▶ **PROBLEM DESCRIPTION**
An acceptable answer repeats exactly the line with "<button>−</button>" and each line after it through the end of the entries, and includes nothing else.

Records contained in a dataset
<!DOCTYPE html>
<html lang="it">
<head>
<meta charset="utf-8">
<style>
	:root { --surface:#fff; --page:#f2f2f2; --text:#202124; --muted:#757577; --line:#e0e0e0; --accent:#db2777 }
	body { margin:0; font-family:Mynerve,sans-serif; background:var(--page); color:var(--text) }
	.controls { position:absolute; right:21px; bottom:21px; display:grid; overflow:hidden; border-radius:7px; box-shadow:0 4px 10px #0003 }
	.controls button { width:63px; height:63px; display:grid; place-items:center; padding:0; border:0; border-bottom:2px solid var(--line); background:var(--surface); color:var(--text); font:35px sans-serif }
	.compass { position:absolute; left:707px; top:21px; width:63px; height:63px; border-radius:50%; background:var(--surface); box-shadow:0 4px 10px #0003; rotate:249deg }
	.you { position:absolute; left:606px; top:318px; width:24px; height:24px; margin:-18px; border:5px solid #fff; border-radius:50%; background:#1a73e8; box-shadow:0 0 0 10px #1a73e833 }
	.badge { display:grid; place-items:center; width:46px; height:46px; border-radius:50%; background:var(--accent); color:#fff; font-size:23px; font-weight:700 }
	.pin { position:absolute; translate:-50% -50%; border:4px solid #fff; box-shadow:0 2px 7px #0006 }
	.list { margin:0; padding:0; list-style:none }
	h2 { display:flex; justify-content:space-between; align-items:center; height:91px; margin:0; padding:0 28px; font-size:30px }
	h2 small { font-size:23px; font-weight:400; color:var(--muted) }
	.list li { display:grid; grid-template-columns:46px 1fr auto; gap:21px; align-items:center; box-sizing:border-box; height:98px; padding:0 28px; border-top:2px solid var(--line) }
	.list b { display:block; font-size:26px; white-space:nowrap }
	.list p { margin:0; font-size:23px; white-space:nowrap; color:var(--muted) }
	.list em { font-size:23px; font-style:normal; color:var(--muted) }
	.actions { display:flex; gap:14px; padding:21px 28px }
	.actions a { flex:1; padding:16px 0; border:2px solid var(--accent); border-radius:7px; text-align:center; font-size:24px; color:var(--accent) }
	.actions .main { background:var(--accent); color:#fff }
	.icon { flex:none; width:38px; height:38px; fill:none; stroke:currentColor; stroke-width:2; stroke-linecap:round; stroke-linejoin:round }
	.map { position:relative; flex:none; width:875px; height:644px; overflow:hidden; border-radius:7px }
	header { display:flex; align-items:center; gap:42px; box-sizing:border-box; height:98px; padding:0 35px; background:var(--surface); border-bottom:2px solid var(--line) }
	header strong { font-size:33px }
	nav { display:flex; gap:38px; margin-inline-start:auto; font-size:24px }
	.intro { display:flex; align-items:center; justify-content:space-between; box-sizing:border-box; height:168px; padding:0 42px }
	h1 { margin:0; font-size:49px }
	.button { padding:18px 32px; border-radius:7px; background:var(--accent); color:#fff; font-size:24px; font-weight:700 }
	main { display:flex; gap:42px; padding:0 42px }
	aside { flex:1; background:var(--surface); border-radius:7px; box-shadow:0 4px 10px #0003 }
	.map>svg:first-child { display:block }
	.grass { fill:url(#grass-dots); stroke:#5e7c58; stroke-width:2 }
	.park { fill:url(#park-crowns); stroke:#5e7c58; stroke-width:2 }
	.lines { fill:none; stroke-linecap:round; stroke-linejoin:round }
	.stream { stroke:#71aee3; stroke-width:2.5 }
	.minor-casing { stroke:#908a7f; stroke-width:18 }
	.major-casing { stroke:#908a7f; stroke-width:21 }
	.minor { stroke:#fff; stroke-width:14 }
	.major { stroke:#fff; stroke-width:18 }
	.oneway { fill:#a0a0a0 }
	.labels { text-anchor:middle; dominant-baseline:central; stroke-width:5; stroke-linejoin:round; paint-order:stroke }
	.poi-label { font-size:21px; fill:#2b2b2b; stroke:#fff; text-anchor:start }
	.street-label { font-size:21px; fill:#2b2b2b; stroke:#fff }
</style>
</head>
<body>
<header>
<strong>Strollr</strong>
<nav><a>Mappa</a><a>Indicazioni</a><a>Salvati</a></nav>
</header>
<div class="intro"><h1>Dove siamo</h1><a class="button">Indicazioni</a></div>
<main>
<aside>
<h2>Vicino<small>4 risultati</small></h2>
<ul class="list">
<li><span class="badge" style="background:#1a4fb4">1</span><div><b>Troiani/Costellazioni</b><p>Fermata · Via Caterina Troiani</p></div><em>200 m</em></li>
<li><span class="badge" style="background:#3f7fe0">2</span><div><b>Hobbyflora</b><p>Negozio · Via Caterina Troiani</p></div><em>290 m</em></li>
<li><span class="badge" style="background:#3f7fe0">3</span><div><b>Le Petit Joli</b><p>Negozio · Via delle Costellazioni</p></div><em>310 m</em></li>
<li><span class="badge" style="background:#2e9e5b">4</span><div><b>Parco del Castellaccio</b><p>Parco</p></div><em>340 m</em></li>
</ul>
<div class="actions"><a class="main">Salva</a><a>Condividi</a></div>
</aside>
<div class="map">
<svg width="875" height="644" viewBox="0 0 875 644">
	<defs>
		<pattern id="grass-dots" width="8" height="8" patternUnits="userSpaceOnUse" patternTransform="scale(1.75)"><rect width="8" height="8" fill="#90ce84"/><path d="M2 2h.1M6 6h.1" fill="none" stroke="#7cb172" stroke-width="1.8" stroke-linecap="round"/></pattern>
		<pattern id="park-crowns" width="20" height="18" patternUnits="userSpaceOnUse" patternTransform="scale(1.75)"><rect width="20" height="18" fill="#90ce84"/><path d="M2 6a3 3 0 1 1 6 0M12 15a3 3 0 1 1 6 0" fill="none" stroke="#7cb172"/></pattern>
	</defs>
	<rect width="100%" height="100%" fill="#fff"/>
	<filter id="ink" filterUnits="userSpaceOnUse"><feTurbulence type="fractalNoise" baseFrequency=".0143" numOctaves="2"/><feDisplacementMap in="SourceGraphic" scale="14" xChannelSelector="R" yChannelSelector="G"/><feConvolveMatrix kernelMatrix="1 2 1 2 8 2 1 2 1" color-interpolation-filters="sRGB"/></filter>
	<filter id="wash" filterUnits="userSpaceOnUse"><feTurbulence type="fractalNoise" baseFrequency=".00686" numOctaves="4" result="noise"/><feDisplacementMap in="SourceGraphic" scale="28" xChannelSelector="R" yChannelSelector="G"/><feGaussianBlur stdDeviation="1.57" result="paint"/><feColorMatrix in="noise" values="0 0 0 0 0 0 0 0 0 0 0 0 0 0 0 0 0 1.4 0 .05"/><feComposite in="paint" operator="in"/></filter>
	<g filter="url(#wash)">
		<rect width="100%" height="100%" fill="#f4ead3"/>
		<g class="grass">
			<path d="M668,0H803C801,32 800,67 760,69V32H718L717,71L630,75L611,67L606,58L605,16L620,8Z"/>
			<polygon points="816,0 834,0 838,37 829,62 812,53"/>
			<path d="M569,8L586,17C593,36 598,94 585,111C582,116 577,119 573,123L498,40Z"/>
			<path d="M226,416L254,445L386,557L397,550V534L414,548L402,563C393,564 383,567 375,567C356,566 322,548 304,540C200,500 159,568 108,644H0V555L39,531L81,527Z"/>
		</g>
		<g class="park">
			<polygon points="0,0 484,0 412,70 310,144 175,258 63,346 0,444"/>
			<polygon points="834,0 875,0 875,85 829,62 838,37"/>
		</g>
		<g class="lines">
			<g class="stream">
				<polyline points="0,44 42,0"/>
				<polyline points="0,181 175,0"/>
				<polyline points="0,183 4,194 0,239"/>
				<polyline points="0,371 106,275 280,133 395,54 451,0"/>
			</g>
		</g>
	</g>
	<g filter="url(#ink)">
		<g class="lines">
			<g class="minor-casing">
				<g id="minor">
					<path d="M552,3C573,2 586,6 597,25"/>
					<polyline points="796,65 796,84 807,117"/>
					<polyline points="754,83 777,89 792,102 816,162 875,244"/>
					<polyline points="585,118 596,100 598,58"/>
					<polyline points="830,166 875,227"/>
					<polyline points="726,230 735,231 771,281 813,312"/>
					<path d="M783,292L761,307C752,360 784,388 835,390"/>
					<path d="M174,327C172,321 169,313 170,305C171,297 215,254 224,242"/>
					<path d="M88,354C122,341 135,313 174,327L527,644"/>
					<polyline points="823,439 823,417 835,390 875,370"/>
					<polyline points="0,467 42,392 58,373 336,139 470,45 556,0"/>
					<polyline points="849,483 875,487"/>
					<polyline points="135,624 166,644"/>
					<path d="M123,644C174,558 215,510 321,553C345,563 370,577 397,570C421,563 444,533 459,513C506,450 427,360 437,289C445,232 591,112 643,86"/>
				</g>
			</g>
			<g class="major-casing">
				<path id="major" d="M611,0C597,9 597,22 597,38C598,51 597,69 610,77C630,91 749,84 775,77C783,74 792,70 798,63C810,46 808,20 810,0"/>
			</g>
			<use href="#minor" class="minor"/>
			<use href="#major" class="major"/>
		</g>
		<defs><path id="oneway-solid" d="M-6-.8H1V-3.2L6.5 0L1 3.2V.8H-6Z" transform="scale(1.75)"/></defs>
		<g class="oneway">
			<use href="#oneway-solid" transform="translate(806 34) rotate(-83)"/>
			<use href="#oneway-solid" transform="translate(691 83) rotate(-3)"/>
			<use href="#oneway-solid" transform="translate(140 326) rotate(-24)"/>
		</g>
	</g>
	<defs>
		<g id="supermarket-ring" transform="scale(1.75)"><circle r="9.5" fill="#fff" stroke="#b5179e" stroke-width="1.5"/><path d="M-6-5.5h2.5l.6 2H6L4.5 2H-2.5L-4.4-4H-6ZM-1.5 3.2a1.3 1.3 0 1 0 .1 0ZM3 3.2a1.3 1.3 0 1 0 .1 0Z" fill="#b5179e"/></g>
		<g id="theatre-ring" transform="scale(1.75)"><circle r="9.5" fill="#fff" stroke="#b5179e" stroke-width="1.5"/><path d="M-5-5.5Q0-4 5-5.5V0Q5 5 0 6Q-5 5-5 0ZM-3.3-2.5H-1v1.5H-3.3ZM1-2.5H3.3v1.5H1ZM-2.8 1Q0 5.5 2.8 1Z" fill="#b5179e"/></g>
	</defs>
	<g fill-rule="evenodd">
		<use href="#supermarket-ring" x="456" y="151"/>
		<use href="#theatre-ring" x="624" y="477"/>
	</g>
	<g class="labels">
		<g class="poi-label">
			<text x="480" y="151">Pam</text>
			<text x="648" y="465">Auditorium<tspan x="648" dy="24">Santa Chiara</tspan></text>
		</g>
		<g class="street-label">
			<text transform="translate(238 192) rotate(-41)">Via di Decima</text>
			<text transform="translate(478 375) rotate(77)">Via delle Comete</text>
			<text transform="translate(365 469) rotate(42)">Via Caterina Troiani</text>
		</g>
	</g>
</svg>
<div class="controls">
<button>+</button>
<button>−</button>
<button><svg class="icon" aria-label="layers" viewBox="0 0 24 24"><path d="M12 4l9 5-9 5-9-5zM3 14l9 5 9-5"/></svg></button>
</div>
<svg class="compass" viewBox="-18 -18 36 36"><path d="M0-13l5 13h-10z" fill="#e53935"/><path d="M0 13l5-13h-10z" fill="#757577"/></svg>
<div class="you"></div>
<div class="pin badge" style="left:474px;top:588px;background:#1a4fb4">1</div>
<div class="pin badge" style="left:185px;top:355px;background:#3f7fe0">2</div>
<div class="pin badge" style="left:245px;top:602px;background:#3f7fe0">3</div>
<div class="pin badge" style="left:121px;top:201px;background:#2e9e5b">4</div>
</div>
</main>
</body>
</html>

▶ **YOUR RESPONSE**
<button>−</button>
<button><svg class="icon" aria-label="layers" viewBox="0 0 24 24"><path d="M12 4l9 5-9 5-9-5zM3 14l9 5 9-5"/></svg></button>
</div>
<svg class="compass" viewBox="-18 -18 36 36"><path d="M0-13l5 13h-10z" fill="#e53935"/><path d="M0 13l5-13h-10z" fill="#757577"/></svg>
<div class="you"></div>
<div class="pin badge" style="left:474px;top:588px;background:#1a4fb4">1</div>
<div class="pin badge" style="left:185px;top:355px;background:#3f7fe0">2</div>
<div class="pin badge" style="left:245px;top:602px;background:#3f7fe0">3</div>
<div class="pin badge" style="left:121px;top:201px;background:#2e9e5b">4</div>
</div>
</main>
</body>
</html>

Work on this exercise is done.